Understanding Catalytic Mechanisms and Cathode Interface Kinetics in Nonaqueous Mg-CO 2 Batteries.

We leverage first-principles density functional theory (DFT) calculations to understand the electrocatalytic processes in Mg-CO 2 batteries, considering ruthenium oxide (RuO 2 ) as an archetypical cathode catalyst. Our goal is to establish a mechanistic framework for understanding the charging and discharging reaction pathways and their influence on overpotentials. On the RuO 2 (211) surface, we found reaction initiation through thermodynamically favorable adsorption of Mg followed by interactions with CO 2 . However, we found that the formation of carbonate (CO 3 2- ) and oxalate (C 2 O 4 2- ) intermediates via the activation of CO 2 at the catalytic site is thermodynamically unfavorable.
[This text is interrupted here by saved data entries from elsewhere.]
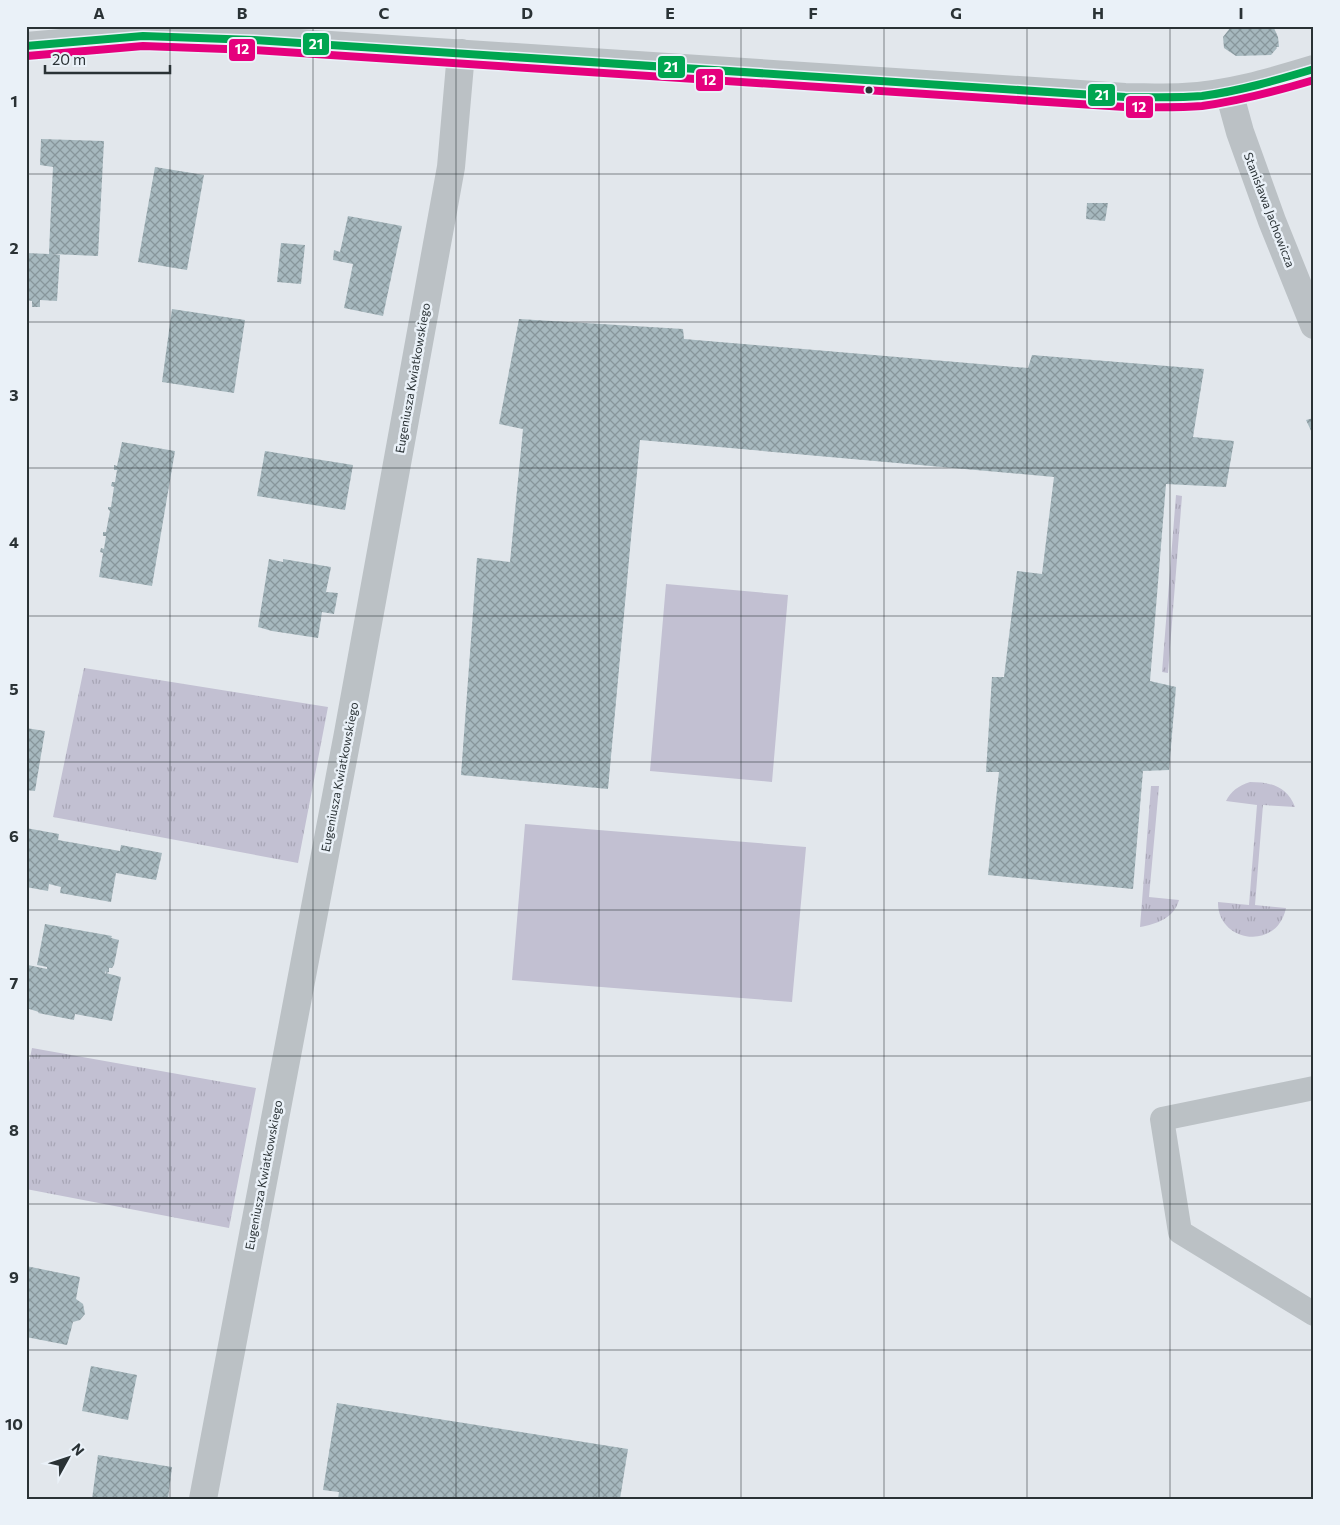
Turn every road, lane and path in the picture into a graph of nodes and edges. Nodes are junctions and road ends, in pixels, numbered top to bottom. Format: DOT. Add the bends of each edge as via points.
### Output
graph roads {
  1 [pos="78,33"];
  2 [pos="26,46"];
  3 [pos="461,53"];
  4 [pos="1314,68"];
  5 [pos="1229,92"];
  6 [pos="1314,325"];
  7 [pos="1314,1088"];
  8 [pos="1314,1314"];
  9 [pos="203,1499"];
  1 -- 2 [label="street"];
  1 -- 3 [label="street" via="245,39"];
  3 -- 5 [label="street" via="1125,97 1183,97"];
  3 -- 9 [label="street, Eugeniusza Kwiatkowskiego" via="451,167"];
  4 -- 5 [label="street"];
  5 -- 6 [label="street, Stanisława Jachowicza" via="1272,221"];
  7 -- 8 [label="lane" via="1162,1119 1180,1232"];
}
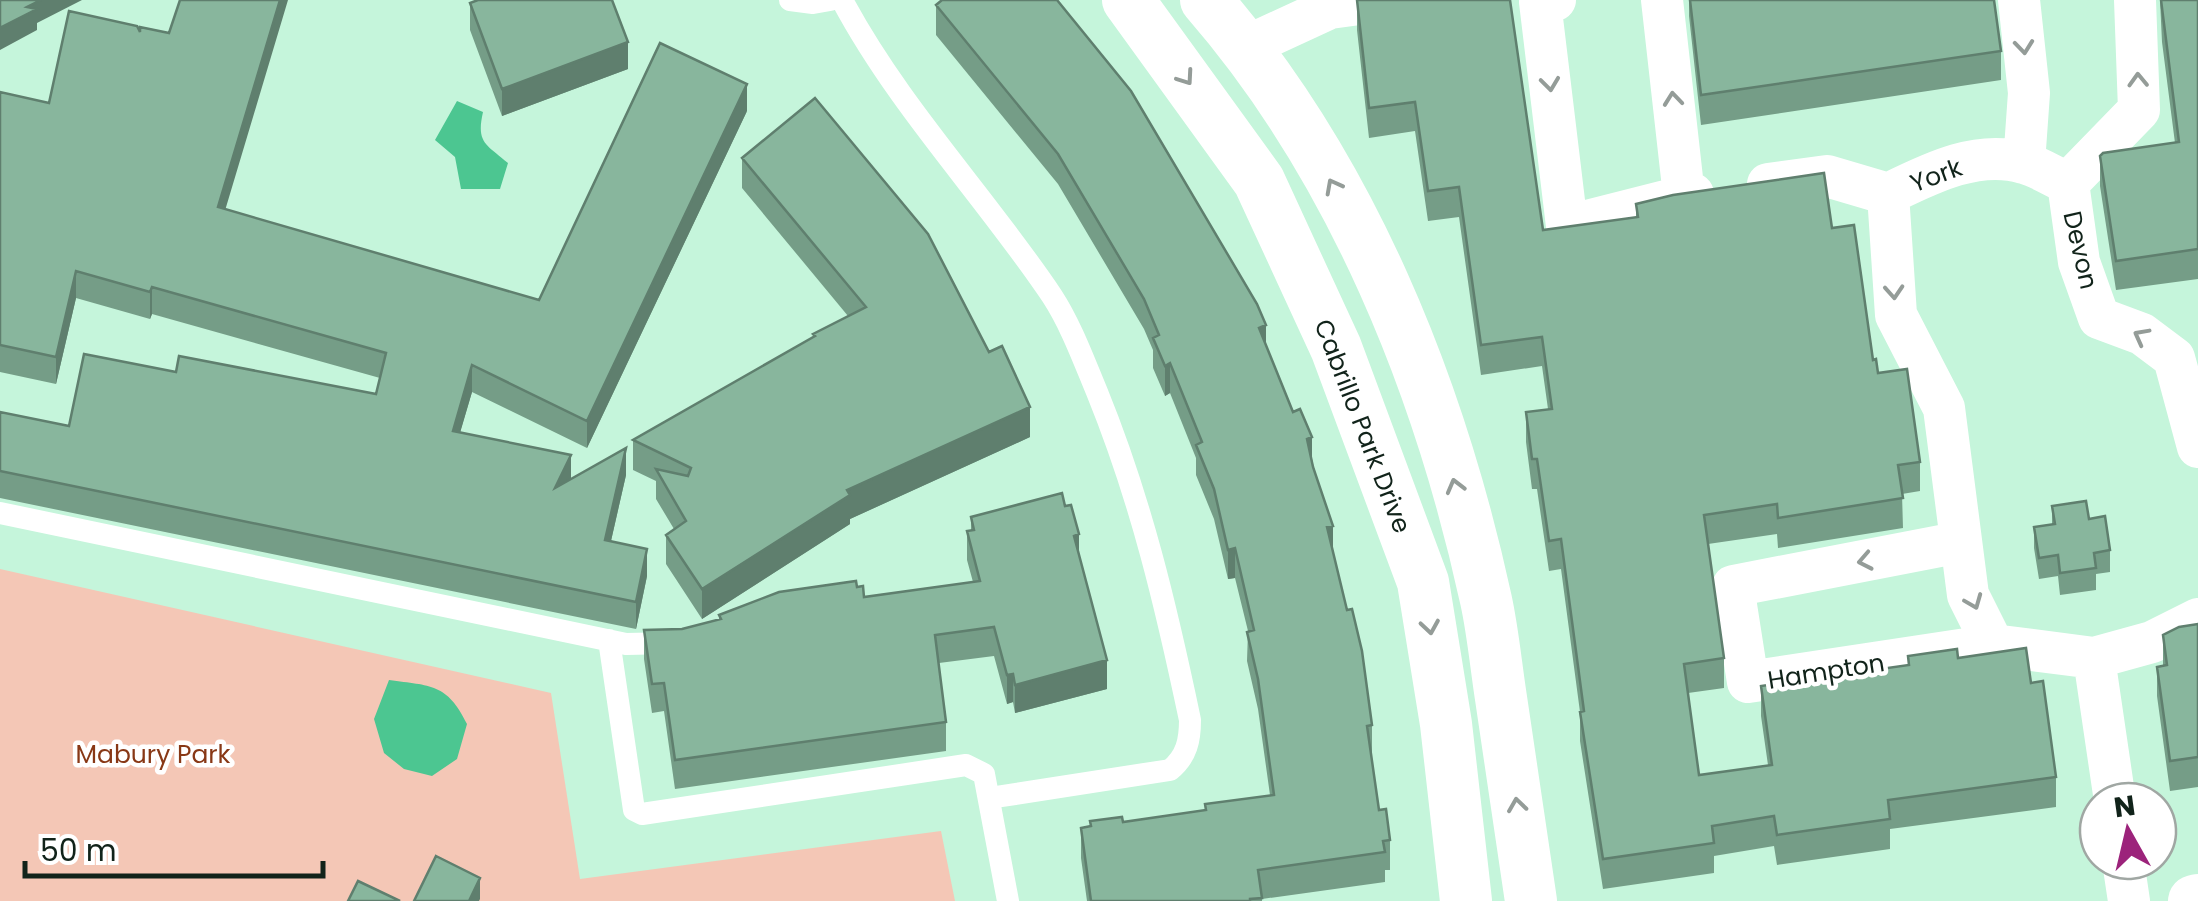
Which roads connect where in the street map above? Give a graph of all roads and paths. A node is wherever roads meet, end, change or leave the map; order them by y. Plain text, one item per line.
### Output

We predict that MgC 2 O 4 will form as the discharge product due to its lower overpotential compared to MgCO 3 . However, MgC 2 O 4 is thermodynamically unstable and is expected to decompose into MgCO 3 , MgO, and C as final discharge products. Through Bader charge analysis, we investigate the covalent interactions between intermediates and catalyst sites. Moreover, we study the electrochemical free energy profiles of the most favorable reaction pathways and determine discharge and charge overpotentials of 1.30 and 1.35 V, respectively. Our results underscore the importance of catalyst design for the cathode material to overcome performance limitations in nonaqueous Mg-CO 2 batteries.